Similarly, President Marcos of the Philippines did not want to step aside when his second term expired in 1973. But he needed a reason to subvert constitutional checks. An opportunity arrived in 1972, when a series of explosions rocked Manila. Following an apparent assassination attempt on his defense secretary, Marcos, blaming communist terrorists, declared martial law and established a dictatorship. This crisis, too, was largely fabricated: The bombings are believed to have been carried out by government forces and the assassination attempt was staged. The “communist menace” that Marcos used to justify martial law amounted to several dozen insurgents.
Although President Trump operates in a different political environment, his behavior, particularly since the November midterm elections, betrays similar autocratic instincts. The president manifestly lacks the patience or negotiating skills needed to deal with divided government. His response to Democratic control of the House of Representatives has been a refusal to compromise and, more dangerously, a refusal to lose. Unlike Presidents Clinton and Bush, who conceded defeat when it became clear that their initiatives lacked legislative support, Mr. Trump has refused to accept the failure of his border wall project. Unable to obtain the necessary votes in Congress, the president recklessly forced a government shutdown. When that didn’t get him his wall, he moved to circumvent Congress altogether by inventing — if not yet declaring — a national emergency. In his Oval Office speech on Tuesday, he used the word “crisis” six times in eight minutes. That is how autocrats respond to legislative opposition. Following in the tradition of Vargas and Marcos, Mr. Trump fabricated a security threat to make the case for bypassing Congress.

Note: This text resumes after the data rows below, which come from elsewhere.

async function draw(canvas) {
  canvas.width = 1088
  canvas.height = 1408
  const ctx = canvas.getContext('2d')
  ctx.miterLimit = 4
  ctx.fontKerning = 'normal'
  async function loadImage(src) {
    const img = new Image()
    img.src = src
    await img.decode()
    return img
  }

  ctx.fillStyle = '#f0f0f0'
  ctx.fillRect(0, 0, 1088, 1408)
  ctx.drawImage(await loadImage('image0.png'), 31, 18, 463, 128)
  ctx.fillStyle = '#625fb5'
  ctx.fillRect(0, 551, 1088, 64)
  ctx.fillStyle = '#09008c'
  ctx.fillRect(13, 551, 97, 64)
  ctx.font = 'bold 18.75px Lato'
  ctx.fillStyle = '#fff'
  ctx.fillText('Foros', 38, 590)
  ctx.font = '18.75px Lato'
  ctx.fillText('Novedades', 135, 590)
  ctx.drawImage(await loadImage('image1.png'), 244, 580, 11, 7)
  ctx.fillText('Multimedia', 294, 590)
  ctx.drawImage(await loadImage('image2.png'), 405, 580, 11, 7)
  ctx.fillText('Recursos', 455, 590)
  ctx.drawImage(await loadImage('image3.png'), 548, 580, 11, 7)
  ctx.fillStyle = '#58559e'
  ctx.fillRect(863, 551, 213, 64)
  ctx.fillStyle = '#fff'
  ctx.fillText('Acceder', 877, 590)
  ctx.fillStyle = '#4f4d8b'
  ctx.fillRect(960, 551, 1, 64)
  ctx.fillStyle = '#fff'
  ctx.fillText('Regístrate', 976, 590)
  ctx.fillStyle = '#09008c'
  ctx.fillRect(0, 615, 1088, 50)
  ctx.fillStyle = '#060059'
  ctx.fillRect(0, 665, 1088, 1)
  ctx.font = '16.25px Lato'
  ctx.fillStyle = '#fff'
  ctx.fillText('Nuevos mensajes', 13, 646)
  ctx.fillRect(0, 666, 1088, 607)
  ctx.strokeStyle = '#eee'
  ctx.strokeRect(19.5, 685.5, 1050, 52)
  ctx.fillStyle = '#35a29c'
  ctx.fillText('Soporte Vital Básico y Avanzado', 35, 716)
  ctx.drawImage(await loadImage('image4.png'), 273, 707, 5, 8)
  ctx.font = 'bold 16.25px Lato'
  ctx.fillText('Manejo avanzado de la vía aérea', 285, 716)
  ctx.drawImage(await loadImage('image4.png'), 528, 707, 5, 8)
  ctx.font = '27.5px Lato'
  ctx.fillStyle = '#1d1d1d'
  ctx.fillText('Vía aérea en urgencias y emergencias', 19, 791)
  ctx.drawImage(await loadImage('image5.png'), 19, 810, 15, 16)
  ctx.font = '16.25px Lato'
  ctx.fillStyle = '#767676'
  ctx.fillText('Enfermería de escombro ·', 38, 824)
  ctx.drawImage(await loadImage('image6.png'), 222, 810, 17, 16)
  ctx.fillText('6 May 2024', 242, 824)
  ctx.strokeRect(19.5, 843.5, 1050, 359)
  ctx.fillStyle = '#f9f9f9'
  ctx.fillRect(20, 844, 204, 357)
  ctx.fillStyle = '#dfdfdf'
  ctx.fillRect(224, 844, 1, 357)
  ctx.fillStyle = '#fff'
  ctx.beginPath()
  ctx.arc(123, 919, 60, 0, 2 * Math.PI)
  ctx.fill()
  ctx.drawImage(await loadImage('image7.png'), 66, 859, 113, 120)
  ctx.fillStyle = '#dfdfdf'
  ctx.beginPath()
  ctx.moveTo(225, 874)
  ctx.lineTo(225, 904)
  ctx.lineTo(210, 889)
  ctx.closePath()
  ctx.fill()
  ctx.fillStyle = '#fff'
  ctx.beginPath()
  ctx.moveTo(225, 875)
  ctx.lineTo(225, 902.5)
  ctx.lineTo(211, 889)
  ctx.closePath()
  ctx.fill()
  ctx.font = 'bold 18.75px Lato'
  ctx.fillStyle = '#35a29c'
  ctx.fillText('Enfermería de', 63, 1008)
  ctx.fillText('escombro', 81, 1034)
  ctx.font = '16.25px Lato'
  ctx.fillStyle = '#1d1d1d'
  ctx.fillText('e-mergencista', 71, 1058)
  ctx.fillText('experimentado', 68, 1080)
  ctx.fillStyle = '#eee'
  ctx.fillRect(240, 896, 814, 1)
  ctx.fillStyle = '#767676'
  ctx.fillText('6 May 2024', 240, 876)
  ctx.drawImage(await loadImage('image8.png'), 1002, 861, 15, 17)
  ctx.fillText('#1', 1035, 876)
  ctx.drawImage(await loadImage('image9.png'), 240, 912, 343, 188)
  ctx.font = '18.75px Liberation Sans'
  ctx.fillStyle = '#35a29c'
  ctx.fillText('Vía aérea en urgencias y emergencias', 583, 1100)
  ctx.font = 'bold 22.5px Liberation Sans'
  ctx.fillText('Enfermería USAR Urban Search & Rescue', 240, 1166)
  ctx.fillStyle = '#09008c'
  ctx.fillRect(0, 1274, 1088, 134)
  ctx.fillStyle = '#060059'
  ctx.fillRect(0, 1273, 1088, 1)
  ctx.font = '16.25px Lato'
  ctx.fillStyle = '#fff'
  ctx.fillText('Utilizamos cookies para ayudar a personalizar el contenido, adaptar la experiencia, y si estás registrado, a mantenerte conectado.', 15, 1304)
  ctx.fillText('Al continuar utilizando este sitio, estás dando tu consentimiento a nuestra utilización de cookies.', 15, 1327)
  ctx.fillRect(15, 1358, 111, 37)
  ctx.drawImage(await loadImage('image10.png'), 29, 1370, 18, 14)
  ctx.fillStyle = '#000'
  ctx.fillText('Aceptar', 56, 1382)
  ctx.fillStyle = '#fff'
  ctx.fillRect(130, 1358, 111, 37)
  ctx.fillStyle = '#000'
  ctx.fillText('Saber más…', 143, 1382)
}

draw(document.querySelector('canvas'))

The president’s border wall stunt may well fail. Mr. Trump is politically weak. Outside of his core group of supporters, few Americans believe that the southern border poses a national security threat, and there is a chance — though it is far from certain — that any effort by Mr. Trump to circumvent Congress would be blocked by the courts. On Friday, Mr. Trump seemed to acknowledge the weakness of his position when he announced that “what we’re not looking to do right now is national emergency,” although he continued to hold the threat over Congress.
But no matter the outcome, these developments should set off alarm bells. Our president is behaving like an autocrat. His willingness to fabricate a national crisis and subvert constitutional checks and balances to avoid legislative defeat places him closer to Ferdinand Marcos than to Ronald Reagan.
American presidents wield vast authority during crises. During our country’s last major security crisis, the Sept. 11, 2001, terrorist attacks, Mr. Bush’s approval rating soared to 90 percent — the highest ever recorded by Gallup. In the wake of the attacks, constitutional checks and balances receded: Neither Congress nor the courts were likely to intervene to check the president’s actions. For several months, the president had what was effectively a blank check.
Mr. Trump lacks the self-restraint of Lincoln, F.D.R., or even George W. Bush. Indeed, he seems incapable of exercising executive power responsibly. Mr. Trump’s first encounter with divided government has produced what is proving to be the longest government shutdown ever. And any reckless use of emergency powers would set a dangerous precedent for overriding the legislative branch. Unlike other national emergency declarations, this one would openly defy the will of Congress.
This raises a terrifying question: How would a president who is willing to fabricate a national emergency over a simple legislative impasse behave during a real security crisis?